Saturday, April 7, 2012

Holy Thursday Used to Slam Courageous Priests

Pope Benedict used Holy Thursday to denounce the Pfarrer Initiative, which is a group of about 300 priests in Austria openly support the inclusion of female and married priests.  I posted a short entry about this group last year, though they have been around since 2006.  The group has put out a "Call to Disobedience," which encourages parishes to let women preach and for a lay person to celebrate Eucharist when no priest is available.  They are opposed to any parish closing because of the priest shortage.  The Austrian bishops have not imposed any penalty on these priests as of yet and in January their bishops met with Vatican officials to discuss the group.

Benedict chided the group for encouraging change in the church through disobedience and for putting their own preferences and ideas before that of Christ.  Especially on this last point, Benedict is completely wrong.  These priests are risking their own livelihoods to proclaim a message that they feel has been delivered to them by the Spirit--and for that they should be commended.  Disobedience in the church is tricky business, but so is closing church doors for lack of priests.  Real change in church and society only comes about from sacrifice and being a pain in the neck.  On this Triduum weekend, I thank these Austrian priests for their courage and perseverance in asking the bishops to respect the call to the priesthood received by women and married persons.

Happy Easter!!!

A Faithful Catholic

Wednesday, February 15, 2012

Listecki Turns Agasint Labor... and Shows he is a Republican

Archbishop Jerome Listecki talked politics recently with the news people of Channel 6 in Milwaukee  Last year, after Walker introduced his plan to get rid of collective bargaining for public unions, Listecki issued a letter about the need to protect unions.  Now he is backpedaling.  Word on the street is that he got a lot of flack from conservative and wealthy Catholics regarding his letter last year.  In this recent interview, he admires Walker for doing what he thinks is right, though time will tell.  That's simply throwing  union workers under the bus.  He admits that a recall is valid for a politician if they do something morally detrimental.  Obviously, trouncing on workers' rights does not count.  Now if you are talking about Democrats such as Obama and Nancy Pelosi - he has multiple attacks and critiques. In fact, some their actions cannot stand.

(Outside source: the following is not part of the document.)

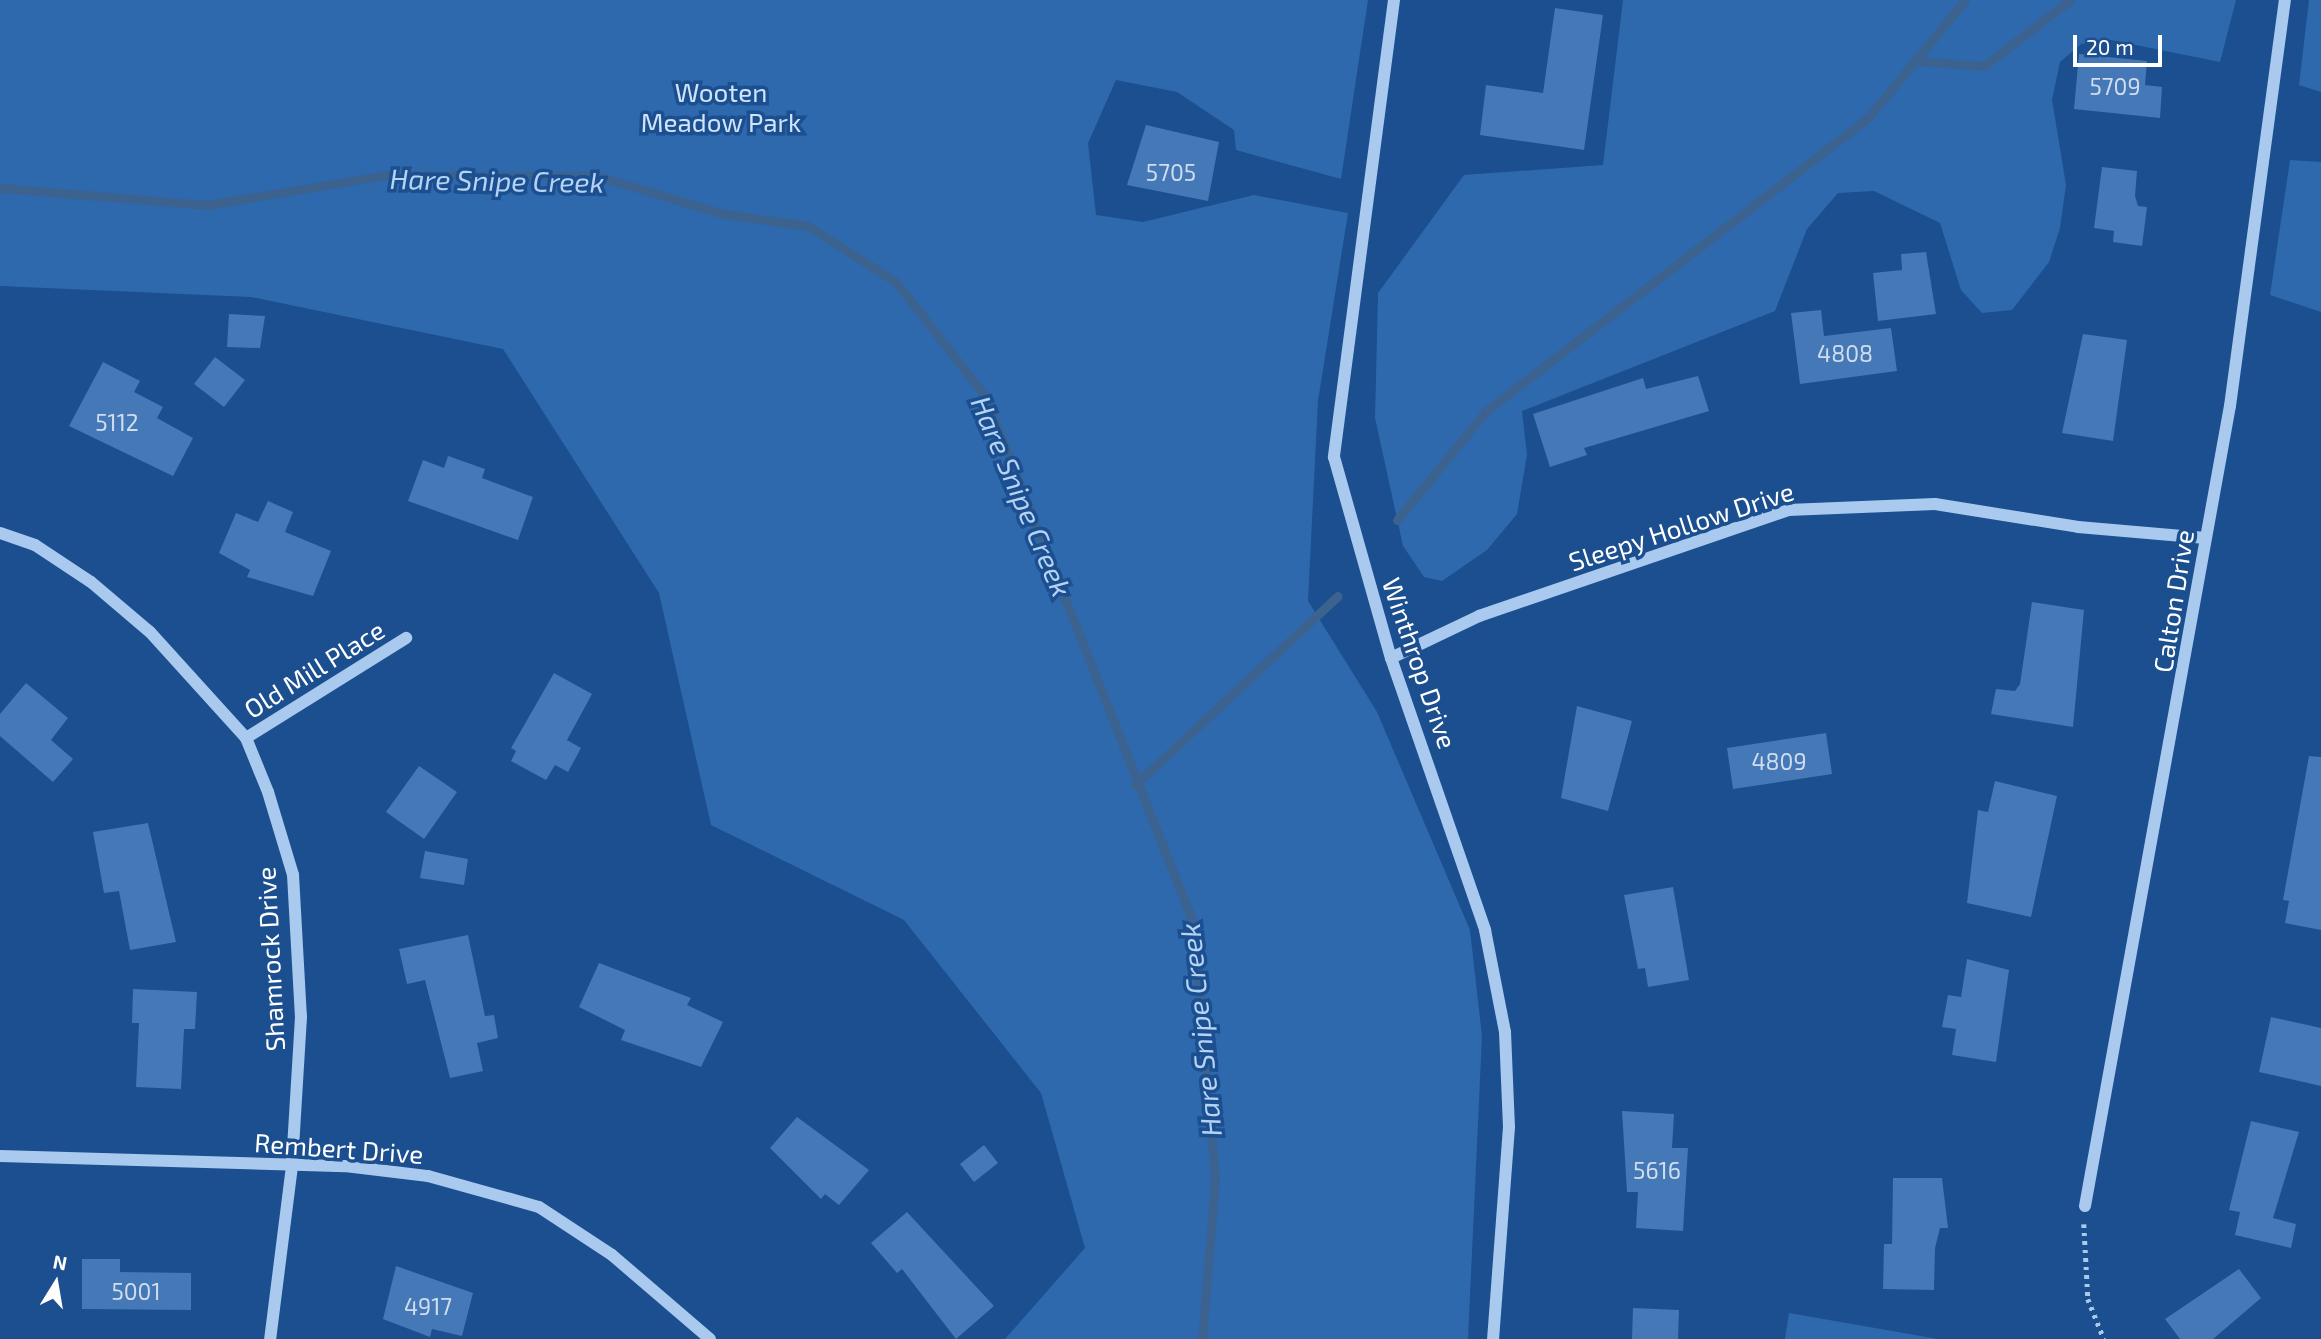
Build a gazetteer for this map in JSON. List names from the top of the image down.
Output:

He denies being a Republican or Democrat... he's a Catholic.  But in his interview he attacks the ideas of Democrats and respects ideas of Republicans that clearly defy Catholic teaching, but... "time will tell."  To try and and save face, he goes on at length about his worker background in Chicago.  While that may be true, that was a long time ago.  He is no longer blue collar - he's a land speculator

Archbishop Listecki,  We need to support working families so that they will be less inclined to be tempted by the sin of abortion, which you view as the greatest evil of the day.  Living in the Milwaukee area, it might be nice to add racism as a sin from time to time.  Racism in a major issue for Milwaukee that even the Cardinal of New York mentions it from time to time. 

Tomorrow's reading from James has him telling his readers:

"Are not the rich oppressing you?
And do they themselves not haul you off to court?
Is it not they who blaspheme the noble name that was invoked over you?"

Now James does not say the Church should abandon the rich.  But woe to the rich.  Archbishop, do not forget to save some harsh words for them and perhaps your own portfolio.